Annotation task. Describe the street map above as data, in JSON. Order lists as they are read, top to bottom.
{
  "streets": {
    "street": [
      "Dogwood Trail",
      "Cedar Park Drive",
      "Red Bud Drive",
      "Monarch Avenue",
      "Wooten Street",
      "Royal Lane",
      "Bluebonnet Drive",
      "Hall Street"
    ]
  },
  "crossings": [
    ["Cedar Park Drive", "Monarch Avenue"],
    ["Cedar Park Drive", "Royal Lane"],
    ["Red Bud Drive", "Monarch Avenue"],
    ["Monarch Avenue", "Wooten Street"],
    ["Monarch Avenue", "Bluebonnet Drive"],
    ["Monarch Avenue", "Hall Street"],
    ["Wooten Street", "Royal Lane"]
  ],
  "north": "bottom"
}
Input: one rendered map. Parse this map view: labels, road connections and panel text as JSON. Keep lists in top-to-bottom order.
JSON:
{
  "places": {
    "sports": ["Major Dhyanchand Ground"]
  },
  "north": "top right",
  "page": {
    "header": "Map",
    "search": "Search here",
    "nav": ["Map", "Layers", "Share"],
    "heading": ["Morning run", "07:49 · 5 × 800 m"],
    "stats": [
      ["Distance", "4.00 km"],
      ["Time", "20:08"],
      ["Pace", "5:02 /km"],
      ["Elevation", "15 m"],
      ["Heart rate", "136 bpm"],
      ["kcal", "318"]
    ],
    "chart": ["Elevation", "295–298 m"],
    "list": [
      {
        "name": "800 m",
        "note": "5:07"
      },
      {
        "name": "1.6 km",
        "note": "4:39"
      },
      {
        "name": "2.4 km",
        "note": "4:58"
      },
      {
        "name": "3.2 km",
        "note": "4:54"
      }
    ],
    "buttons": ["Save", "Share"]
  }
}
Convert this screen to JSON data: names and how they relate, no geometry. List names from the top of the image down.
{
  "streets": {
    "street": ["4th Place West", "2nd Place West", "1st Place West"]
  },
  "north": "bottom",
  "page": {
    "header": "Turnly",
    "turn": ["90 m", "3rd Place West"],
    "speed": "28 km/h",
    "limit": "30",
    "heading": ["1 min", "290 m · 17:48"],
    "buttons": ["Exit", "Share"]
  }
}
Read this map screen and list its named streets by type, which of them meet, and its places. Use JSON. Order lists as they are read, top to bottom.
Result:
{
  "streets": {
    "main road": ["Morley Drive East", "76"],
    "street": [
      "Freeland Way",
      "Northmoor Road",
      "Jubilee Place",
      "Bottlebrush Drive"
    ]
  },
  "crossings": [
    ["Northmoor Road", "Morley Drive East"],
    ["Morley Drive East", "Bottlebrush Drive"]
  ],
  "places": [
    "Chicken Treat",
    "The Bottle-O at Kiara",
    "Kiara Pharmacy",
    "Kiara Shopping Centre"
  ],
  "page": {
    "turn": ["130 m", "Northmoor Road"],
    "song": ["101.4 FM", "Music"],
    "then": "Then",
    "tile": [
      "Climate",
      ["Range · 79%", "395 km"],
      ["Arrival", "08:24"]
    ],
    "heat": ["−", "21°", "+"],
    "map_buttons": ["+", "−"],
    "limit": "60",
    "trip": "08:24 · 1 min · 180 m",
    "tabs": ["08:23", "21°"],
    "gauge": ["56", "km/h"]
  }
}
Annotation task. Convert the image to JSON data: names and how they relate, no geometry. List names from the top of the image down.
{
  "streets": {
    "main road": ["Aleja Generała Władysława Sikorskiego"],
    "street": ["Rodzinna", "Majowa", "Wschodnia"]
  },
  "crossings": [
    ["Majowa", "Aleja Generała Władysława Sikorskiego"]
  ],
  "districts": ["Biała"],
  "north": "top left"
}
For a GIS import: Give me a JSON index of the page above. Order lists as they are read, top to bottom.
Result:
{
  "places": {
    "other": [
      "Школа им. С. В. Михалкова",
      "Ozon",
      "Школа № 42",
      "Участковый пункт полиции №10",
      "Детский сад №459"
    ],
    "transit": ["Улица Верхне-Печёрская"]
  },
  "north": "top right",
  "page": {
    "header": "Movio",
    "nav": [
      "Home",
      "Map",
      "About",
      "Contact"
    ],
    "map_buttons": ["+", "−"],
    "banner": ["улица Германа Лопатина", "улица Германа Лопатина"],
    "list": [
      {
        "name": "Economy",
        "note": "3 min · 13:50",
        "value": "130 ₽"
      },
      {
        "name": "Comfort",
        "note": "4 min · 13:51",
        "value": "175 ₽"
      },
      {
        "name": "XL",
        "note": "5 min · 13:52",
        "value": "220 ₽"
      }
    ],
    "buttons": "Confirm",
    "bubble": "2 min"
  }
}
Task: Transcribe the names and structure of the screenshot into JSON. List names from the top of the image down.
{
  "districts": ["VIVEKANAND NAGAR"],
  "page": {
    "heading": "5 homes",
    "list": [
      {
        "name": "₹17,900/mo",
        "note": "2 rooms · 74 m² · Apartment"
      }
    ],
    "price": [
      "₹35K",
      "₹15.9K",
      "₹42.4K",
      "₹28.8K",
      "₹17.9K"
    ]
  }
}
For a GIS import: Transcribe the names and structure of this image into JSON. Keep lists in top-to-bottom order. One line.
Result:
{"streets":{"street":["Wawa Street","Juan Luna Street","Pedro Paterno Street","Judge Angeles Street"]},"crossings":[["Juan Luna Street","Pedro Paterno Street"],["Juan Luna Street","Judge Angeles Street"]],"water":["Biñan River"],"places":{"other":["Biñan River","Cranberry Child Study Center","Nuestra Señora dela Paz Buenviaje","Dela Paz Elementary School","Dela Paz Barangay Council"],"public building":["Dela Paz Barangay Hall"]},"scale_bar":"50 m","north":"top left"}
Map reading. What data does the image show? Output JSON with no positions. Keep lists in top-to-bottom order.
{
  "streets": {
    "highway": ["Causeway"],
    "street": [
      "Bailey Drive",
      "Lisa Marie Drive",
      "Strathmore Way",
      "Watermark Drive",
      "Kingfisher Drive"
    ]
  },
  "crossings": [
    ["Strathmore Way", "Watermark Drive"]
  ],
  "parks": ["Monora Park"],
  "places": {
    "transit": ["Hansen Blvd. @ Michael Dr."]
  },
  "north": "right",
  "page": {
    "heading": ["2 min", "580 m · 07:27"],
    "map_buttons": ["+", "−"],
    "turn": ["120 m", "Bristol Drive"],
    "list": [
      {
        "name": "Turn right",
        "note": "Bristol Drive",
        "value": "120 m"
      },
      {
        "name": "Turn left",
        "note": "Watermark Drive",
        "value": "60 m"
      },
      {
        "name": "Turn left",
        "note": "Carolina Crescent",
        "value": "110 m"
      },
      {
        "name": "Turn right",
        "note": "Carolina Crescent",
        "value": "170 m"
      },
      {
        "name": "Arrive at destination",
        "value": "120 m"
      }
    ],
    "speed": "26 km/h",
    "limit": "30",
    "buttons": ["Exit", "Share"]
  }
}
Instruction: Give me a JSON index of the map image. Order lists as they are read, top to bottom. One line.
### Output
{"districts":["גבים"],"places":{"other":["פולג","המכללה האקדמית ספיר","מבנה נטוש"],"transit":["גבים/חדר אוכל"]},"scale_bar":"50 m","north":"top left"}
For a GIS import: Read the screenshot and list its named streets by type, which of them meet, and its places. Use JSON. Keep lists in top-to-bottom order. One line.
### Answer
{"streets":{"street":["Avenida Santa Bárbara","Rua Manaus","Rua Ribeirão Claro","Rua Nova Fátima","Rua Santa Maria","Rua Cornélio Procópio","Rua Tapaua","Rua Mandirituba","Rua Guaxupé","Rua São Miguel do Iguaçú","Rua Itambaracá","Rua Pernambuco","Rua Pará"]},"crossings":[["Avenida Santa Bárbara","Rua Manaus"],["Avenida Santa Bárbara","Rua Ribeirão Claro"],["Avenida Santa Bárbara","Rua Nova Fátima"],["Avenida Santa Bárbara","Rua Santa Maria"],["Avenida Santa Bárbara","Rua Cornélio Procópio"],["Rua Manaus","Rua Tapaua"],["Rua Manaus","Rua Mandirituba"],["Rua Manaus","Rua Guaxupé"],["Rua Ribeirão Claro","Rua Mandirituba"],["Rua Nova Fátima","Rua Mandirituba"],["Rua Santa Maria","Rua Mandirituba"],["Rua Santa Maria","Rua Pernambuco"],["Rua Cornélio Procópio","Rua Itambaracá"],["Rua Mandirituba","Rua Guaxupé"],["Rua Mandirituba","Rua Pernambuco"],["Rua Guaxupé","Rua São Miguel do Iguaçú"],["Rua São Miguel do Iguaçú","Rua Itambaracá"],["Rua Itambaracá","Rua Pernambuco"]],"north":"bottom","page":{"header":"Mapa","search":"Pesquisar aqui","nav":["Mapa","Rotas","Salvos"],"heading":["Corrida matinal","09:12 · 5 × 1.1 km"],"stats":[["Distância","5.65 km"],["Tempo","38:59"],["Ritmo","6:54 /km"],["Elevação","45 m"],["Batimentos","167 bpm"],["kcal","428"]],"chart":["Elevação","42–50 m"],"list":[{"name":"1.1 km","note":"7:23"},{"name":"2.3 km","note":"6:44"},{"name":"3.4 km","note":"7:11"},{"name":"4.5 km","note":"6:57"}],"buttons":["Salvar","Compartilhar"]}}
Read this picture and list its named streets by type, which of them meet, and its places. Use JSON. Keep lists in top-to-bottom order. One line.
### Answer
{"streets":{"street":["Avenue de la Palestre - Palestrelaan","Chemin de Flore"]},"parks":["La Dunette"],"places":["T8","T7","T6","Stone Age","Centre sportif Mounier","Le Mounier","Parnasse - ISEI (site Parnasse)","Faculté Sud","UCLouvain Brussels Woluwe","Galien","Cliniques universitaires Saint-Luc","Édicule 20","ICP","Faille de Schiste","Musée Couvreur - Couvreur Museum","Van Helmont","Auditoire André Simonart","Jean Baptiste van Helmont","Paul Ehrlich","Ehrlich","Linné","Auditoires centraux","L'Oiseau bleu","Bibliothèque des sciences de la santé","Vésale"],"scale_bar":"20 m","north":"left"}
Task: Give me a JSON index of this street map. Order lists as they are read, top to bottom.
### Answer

—————

Work instruction:
One number is all the reply should hold: how many lines in these records include the word "index".

Task output:
3